LNG Will Magnify New England’s Energy Crisis, Not Solve It

September 2, 2015 - 4 minutes read

There have been recent studies that point to liquefied natural gas (LNG) as being the solution to New England’s current energy infrastructure concerns, but relying on LNG will only ampfily our energy supply crisis.


There are two pipeline projects being proposed that would allow New England to obtain affordable domestic natural gas close to our region. We need access to at least two billion cubic feet a day of new capacity to address this crisis, and we can’t depend on LNG to close this gap.


During the coldest days of winter, our region needs approximately 5.5 billion cubic feet of natural gas per day for generation and heating. Our pipeline capacity currently allows for a maximum of 3.4 billion cubic feet per day. During those 100 days in which we don’t have enough pipeline capacity, there isn’t enough supply to operate our natural gas power plants, forcing us to rely on outdated and high-emission oil and coal plants. When this happens, electric prices spike and Massachusetts alone overpays for electricity by more than $1.5 billion annually.


Should we choose to believe LNG is the cure all to our energy problems, then we will only be exposing ourselves to a completely unreliable delivery infrastructure, the international dynamics of dependence on foreign suppliers, and local safety and security concerns related to transport and storage.


The massive LNG ships entering Boston Harbor are coming directly to us from a wildly unpredictable global market. This winter when we’re relying on that LNG, we’ll be bidding for it against China, Japan, Korea and northern Europe as they deal with their own winter energy challenges. LNG costs have tripled in the last three years and we would become increasingly exposed to the volatility of these global markets, with no control over whether our overpayment crisis gets even worse.


Even when LNG does successfully find its way to us from across the ocean, this is only the beginning of a complicated process that includes cooling methane to -258 degrees Fahrenheit, storage, refrigeration, transportation and regasification. We’re told that this will take place in dozens of massive storage tanks supplying a network of hundreds of trucks with thousands of transfer points and local storage units. Every one of these junctures presents an opportunity for an expensive system failure or a catastrophic security or safety risk. Is this really the kind of energy infrastructure we want our communities to rely on?
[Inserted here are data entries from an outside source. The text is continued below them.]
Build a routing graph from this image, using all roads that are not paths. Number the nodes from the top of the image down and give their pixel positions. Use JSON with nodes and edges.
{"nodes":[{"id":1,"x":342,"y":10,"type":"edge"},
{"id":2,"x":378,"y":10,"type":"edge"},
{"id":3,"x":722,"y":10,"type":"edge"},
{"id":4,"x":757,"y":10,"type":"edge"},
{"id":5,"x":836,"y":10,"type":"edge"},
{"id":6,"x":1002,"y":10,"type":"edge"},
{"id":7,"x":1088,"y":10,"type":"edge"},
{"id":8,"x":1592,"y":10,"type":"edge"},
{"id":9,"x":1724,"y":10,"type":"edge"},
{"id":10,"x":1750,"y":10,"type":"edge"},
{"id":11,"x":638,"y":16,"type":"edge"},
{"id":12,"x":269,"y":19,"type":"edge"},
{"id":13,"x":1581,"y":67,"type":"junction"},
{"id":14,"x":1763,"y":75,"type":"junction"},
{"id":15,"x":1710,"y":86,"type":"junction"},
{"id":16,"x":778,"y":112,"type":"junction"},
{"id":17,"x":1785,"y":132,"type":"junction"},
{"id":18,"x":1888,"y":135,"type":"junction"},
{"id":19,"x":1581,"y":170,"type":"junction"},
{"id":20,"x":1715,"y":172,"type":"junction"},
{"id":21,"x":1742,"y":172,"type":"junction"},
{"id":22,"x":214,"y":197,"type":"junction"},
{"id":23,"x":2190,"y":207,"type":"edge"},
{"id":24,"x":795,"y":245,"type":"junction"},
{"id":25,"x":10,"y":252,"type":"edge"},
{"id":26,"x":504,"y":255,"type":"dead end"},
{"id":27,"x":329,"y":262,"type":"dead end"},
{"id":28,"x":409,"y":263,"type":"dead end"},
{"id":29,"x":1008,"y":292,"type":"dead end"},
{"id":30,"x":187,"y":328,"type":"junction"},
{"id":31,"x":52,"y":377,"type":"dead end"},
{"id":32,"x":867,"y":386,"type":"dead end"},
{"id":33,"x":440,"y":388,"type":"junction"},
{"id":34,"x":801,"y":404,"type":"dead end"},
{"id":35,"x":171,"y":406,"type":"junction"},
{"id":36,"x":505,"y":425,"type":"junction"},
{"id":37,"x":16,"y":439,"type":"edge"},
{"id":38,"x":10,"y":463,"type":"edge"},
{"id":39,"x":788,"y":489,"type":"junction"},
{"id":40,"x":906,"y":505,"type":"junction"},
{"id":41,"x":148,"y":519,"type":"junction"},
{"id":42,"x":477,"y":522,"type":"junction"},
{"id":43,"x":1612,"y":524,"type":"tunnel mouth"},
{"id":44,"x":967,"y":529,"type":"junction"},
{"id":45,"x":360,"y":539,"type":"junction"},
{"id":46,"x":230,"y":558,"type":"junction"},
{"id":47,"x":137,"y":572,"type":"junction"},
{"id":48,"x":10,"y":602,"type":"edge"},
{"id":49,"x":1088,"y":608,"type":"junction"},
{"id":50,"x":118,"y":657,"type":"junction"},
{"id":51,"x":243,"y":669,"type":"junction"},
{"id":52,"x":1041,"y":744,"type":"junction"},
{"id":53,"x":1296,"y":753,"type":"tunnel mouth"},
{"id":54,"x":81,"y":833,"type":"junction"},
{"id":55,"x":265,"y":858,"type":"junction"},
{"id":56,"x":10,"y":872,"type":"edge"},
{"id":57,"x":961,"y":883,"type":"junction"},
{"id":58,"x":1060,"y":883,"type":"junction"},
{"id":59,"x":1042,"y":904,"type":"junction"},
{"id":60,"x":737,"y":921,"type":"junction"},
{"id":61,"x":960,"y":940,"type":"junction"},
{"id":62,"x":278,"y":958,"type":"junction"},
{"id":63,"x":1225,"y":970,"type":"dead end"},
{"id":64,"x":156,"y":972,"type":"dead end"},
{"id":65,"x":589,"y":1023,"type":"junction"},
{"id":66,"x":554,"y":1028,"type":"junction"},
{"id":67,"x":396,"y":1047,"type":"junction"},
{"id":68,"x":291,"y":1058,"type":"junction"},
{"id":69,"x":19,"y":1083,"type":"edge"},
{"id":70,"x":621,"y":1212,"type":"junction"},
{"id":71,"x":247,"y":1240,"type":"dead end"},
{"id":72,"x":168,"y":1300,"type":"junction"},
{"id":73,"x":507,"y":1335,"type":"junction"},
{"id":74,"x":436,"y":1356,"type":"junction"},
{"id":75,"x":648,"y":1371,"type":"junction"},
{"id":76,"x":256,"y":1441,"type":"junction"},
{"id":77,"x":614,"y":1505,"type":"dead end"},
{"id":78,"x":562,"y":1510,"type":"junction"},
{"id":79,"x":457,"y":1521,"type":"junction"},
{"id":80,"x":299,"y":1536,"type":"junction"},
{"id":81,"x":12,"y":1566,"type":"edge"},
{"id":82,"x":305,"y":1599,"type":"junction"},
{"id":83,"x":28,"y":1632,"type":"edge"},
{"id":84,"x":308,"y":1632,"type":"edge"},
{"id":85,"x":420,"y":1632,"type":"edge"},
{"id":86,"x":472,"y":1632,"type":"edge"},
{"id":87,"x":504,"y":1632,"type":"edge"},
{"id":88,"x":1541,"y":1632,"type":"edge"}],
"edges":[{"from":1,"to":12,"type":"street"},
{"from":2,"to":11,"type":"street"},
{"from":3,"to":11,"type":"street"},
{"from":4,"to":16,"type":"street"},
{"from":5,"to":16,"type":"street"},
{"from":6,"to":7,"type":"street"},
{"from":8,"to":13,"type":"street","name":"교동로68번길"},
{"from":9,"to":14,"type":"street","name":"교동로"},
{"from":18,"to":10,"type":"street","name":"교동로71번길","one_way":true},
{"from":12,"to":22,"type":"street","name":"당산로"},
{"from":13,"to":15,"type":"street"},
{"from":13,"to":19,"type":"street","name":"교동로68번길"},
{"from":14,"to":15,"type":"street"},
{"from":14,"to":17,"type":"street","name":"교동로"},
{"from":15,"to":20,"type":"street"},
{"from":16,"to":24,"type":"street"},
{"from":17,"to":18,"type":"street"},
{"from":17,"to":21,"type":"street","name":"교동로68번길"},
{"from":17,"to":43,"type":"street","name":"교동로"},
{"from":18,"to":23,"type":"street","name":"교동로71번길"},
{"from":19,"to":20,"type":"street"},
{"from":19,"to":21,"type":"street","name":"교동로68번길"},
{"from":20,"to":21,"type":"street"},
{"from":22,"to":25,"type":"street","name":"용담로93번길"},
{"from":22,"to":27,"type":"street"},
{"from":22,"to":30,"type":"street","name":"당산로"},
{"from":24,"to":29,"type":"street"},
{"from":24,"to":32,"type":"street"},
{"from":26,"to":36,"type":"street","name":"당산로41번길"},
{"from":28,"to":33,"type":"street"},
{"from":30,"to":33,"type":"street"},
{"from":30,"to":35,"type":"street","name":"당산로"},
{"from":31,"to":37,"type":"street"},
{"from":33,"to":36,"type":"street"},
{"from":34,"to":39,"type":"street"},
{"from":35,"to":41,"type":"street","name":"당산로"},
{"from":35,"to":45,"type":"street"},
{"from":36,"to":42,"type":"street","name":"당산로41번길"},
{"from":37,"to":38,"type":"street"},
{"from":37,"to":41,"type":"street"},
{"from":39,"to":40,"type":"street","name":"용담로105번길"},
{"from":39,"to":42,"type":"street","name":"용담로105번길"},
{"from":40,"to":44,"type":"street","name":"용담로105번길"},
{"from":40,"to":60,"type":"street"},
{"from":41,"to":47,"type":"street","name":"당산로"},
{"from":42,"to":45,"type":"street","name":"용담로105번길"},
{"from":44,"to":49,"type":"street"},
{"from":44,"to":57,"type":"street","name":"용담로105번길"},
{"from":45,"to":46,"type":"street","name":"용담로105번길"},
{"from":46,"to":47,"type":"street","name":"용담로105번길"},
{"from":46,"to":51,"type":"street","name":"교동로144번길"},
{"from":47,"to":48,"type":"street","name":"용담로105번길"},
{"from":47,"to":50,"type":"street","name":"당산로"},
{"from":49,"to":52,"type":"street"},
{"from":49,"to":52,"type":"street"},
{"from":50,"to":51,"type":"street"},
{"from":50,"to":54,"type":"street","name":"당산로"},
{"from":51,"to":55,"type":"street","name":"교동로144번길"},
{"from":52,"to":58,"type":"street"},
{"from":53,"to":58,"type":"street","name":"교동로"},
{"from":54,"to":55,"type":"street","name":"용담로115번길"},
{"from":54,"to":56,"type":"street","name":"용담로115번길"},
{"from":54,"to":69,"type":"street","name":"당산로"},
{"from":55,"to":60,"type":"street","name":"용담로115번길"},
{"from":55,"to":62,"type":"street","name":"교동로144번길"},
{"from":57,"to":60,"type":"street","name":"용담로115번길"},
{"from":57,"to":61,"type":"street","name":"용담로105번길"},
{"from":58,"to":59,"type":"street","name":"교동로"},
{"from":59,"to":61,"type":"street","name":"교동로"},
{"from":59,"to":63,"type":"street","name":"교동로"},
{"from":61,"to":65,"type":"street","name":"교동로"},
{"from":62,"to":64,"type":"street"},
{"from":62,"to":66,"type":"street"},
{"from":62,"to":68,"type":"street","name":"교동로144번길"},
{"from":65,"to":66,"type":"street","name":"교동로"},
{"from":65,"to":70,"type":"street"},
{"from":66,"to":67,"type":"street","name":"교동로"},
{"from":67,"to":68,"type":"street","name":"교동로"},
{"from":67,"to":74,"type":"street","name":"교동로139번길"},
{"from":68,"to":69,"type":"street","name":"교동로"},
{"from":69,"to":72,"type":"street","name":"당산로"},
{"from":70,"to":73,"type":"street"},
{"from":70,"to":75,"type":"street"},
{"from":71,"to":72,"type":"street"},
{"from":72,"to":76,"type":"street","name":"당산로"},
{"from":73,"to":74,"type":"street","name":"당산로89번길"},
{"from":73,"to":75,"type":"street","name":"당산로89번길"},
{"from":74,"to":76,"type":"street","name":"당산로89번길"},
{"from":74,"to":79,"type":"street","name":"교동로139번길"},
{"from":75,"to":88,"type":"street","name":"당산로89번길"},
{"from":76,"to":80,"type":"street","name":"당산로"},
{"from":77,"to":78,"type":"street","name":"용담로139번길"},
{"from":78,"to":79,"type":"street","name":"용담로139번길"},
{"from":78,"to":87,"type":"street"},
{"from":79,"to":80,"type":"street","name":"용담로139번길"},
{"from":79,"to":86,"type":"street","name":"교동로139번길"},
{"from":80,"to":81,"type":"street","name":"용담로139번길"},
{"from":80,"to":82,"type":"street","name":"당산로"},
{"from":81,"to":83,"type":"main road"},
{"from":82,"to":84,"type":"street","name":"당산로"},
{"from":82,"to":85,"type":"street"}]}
The idea that we already have the infrastructure and supply we need to address our energy crisis with LNG is an attractive one, but it is baseless and dangerous. By attempting to distract New England from its desperate need for new infrastructure, LNG advocates are only prolonging the social and economic pain being caused by our region’s unnecessarily high energy costs. It is time to accept the inadequacies of an LNG approach and development of the domestic natural gas pipelines that provide the real solution to our region’s needs.